The film is framed around a back story of villainy involving the nasty Dollshouse-style assassin school that both sisters were forced to attend, here revealed to still be in operation with a team of brainwashed female assassins. At the centre, like a creepy Charlie with brain-washed Angels, is General Dreykov, played by a barely-even-trying Ray Winstone (his accent is laughably atrocious). Dreykov is such a peripheral figure in the film that he never feels like either a threat or a dark manipulative force and his “plan” is such an after-thought, Winstone has to hurriedly state it for the first time in a final act monologue.

The film is supposed to be about misogyny, and how Dreykov has left a poisonous legacy of abuse of young women for his own ends. This includes forcing his daughter (a thankless mute role under a helmet for Olga Kurylenko) into a killer robber-suit as the sort of uber-assassin. Natasha is plagued with guilt about harming this character in the past – a guilt that would have way more impact on the viewer if we had seen even one bloody scene of them together to establish a relationship. How much more interesting, too, would the film have been if we had seen Kurylenko’s character as the new head of this abusive ring of spies, having taken up her father’s mantle and absorbing his poisonous world view.
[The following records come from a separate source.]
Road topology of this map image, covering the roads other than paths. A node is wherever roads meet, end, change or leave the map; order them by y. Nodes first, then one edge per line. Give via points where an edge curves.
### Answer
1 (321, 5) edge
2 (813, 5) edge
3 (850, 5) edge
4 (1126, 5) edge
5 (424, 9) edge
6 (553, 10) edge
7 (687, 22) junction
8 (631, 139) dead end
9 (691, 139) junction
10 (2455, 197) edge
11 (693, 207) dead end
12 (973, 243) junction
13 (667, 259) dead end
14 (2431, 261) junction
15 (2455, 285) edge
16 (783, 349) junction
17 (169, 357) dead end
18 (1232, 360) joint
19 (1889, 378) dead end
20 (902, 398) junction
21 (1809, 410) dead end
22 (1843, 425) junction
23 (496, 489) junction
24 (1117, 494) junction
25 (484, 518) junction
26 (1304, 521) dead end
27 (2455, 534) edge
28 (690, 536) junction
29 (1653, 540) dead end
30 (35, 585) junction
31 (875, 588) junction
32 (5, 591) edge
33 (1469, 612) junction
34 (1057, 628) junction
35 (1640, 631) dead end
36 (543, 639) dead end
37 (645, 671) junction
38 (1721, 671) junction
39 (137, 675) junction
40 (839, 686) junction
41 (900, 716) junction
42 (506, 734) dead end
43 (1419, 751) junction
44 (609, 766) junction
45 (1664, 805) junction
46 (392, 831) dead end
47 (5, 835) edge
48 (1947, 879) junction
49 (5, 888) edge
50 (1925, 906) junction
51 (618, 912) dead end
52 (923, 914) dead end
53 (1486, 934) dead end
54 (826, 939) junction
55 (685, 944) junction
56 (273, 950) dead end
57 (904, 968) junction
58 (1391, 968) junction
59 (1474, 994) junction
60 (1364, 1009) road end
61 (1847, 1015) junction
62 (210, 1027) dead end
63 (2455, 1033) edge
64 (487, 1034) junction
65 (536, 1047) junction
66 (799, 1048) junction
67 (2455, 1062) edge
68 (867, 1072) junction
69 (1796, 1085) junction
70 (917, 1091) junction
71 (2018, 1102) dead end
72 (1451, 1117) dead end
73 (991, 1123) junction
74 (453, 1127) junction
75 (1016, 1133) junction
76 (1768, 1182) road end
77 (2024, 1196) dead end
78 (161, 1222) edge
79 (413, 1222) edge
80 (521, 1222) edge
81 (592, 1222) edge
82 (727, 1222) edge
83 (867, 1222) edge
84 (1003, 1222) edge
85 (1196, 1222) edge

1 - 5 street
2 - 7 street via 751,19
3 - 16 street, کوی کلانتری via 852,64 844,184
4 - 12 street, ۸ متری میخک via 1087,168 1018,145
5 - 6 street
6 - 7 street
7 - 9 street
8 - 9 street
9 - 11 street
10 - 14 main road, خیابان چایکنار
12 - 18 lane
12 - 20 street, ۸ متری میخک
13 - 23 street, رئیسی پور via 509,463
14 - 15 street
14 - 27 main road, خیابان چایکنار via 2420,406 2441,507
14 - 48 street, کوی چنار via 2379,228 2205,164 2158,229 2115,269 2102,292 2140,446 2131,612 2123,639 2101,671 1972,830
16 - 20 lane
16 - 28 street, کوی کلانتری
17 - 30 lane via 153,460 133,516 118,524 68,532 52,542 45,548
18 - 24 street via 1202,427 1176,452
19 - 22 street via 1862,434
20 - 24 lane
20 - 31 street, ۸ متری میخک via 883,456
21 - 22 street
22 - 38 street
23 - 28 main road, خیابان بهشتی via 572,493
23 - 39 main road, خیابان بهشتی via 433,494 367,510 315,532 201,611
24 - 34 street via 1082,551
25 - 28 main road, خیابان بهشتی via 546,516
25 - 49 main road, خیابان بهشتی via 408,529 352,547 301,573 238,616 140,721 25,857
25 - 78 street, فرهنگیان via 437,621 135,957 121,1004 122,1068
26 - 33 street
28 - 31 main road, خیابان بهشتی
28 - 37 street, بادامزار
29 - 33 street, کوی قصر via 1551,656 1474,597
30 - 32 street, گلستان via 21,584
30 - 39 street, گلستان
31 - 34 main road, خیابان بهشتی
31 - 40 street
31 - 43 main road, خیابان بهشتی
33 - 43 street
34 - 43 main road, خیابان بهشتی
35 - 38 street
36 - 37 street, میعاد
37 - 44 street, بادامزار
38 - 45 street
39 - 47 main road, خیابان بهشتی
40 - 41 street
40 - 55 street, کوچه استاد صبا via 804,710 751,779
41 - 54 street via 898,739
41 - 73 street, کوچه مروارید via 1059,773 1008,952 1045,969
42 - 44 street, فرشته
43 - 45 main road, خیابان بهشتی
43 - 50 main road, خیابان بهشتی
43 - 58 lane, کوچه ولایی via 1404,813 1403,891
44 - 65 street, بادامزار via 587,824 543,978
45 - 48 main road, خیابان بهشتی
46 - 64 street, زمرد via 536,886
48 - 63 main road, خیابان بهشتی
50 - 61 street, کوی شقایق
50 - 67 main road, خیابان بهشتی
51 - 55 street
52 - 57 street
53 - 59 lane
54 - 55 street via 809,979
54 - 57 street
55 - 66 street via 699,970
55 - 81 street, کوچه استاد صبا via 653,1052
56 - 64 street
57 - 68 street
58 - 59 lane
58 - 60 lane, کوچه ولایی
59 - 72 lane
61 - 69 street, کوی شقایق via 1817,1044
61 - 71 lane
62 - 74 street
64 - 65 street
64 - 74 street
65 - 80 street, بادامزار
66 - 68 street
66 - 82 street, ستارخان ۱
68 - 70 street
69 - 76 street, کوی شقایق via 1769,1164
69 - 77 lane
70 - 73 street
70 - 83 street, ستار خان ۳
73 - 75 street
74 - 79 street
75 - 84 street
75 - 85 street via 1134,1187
But no, such nuances are beyond this film.

There are a few moments of emotion and comedy gained from Natasha’s fake family – the parents who are not her parents, the sister who is not her sister. This odd group reunion makes for some laughs, but its noticeable that the main emotional impact is on Pugh’s younger, less settled character rather than the confident, assured Natasha. It’s another major flaw in the film: at the end of the day, I can’t imagine this had any real impact on the character at all. Does Natasha really change her view of herself at the end? No: she talks the talk about having “a new family” but her level of connection with them (certainly with her parents) doesn’t seem to go much beyond patient affection. Again, the real emotional impact is on Pugh’s character who has finally found something to base her life on: this would have worked so much better as an origins story.

Instead, this seems to exist solely to answer a trivia question I’m not sure anyone was asking: “What did Black Widow do in between Captain America: Civil War and Avengers: Infinity War?” If your life really was lacking without the answer to that, this is the film for you. Otherwise, there is little at all to make any of this stand out from any of the other 20+ Marvel films. Its action scenes are cookie-cutter (naturally everywhere Natasha goes, the place is destroyed), the emotional beats are completely unrevealing, the baddie so forgettable you might even miss it when he dies, and we get a few actors (Harbour and Weisz) coasting on a couple of decent lines and bit of comic business. Apart from anything involving Florence Pugh, this film is totally and utterly forgettable.